США и страны Евросоюза после начала восстания оказались перед дилеммой. Ведь после периода антизападной (антиимпериалистической) реальной политики режим Каддафи стал устраивать Запад. Каддафи полупризнал ливийское участие во взрыве американского «Боинга», заплатив отступное семьям погибших по разным оценкам от 200 миллионов до 2,5 миллиардов долларов. Он отказался от производства ядерного оружия, выдав с головой пакистанцев, которые поставляли ему ядерные технологии. (Он все же был реалистом, и видел, как американцы вторглись в Ирак под предлогом не допустить производства атомной бомбы). Он вновь пригласил, правда, на выгодных для Ливии условиях, западные нефтяные корпорации в страну. Он заключил выгодные сделки на миллиарды долларов с Италией, Англией, США, Россией. Ливийские деньги были вложены в ценные бумаги и недвижимость в странах Запада. Начался процесс приватизации торговли, промышленности, банков, на чем наживалась ближайшее окружение Каддафи и иностранцы.

На его обычную антизападную и антиизраильскую риторику перестали обращать внимание.

В сентябре 2008 г. Триполи посетила госсекретарь Кондолиза Райс. Это был первый визит такого уровня с 1957 г. Райс заявила: «Настало время развивать конструктивное сотрудничество между Ливией и США».

Но после начала восстания страны НАТО сделали ставку на его свержение. Конец Каддафи известен.

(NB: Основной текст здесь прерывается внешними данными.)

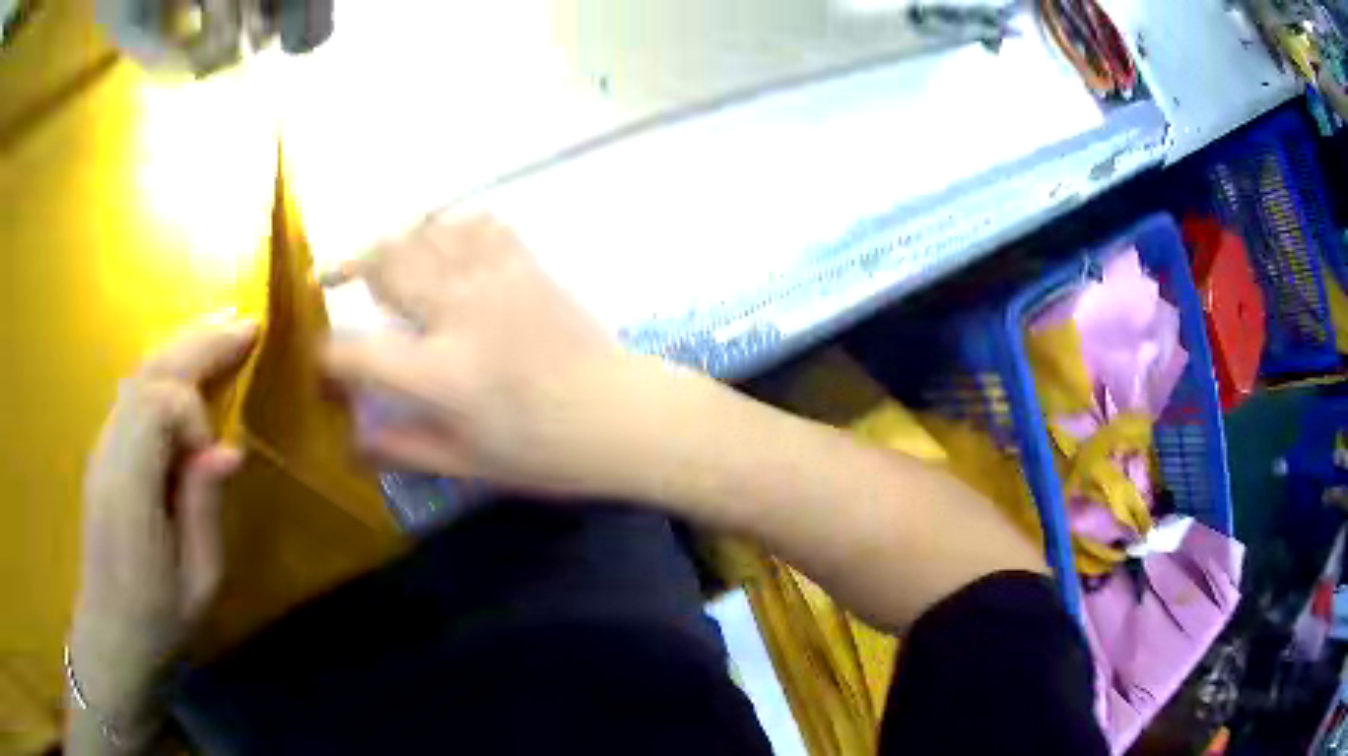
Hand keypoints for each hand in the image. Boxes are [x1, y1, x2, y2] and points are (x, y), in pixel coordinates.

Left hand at [71, 318, 256, 726]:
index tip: (213, 457)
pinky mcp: (105, 450)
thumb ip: (205, 509)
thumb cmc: (159, 620)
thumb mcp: (197, 583)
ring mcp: (103, 446)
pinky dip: (166, 369)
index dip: (192, 414)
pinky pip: (134, 392)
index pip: (156, 405)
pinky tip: (188, 367)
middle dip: (197, 344)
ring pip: (139, 374)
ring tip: (223, 332)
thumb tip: (226, 449)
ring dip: (182, 347)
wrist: (111, 631)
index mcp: (129, 490)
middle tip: (246, 326)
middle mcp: (109, 452)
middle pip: (148, 374)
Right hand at [321, 214, 669, 494]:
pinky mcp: (526, 264)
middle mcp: (459, 313)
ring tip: (386, 263)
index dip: (327, 355)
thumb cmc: (545, 452)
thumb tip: (349, 441)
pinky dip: (450, 226)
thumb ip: (401, 447)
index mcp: (440, 374)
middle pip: (384, 262)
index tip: (324, 360)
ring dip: (396, 242)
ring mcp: (495, 279)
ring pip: (426, 231)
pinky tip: (444, 247)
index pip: (355, 350)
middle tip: (337, 280)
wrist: (622, 416)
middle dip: (349, 268)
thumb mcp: (466, 463)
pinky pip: (478, 222)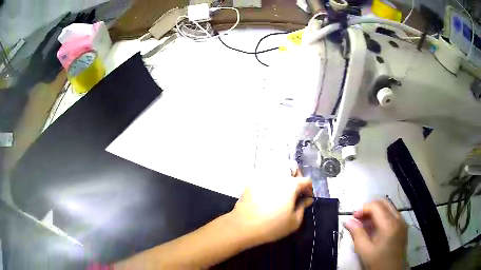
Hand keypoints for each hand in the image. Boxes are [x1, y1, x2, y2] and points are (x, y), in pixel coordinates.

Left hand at [228, 177, 313, 246]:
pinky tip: (269, 193)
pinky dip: (270, 181)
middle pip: (292, 168)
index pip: (306, 181)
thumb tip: (307, 199)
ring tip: (282, 191)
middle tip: (296, 192)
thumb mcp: (295, 221)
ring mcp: (263, 177)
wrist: (243, 226)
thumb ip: (303, 207)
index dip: (309, 189)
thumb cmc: (272, 226)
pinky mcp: (252, 182)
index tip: (306, 199)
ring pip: (278, 170)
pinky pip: (265, 176)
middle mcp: (278, 176)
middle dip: (297, 178)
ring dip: (284, 177)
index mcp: (291, 185)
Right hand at [344, 199, 407, 269]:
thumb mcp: (365, 251)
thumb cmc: (378, 262)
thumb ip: (357, 234)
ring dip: (376, 211)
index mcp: (389, 224)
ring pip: (389, 207)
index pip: (375, 206)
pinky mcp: (403, 227)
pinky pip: (393, 214)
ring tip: (365, 224)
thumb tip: (348, 221)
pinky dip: (383, 216)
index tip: (353, 218)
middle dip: (369, 208)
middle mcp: (398, 219)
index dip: (363, 209)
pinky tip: (376, 228)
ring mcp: (402, 222)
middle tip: (359, 219)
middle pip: (383, 203)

С президентом Сирии Башаром Асадом многие связывали возможность реформ. Башар изучал офтальмологию в Лондоне, и у него элегантная жена, урожденная англичанка. Он свободно говорит по-английски и по-французски.

Но Асад был окружен родственниками, включая своего брата Махера Асада, который командовал 4-й бронетанковой дивизией, и своего шурина Асефа Шауката – шефа разведки. По слухам, они были готовы действовать беспощадно. Асад все время опаздывал.

С началом рыночных реформ (2006 г.) ведущие позиции в экономике сосредоточились в руках родственников Башара Асада и близких к ним предпринимателей. Символом коррупций и засилья семейного бизнеса в Сирии стало имя двоюродного брата президента Рами Махлюфа, который вынужден был уйти с политической арены в ходе протестов. Политические реформы не дало провести окружение президента.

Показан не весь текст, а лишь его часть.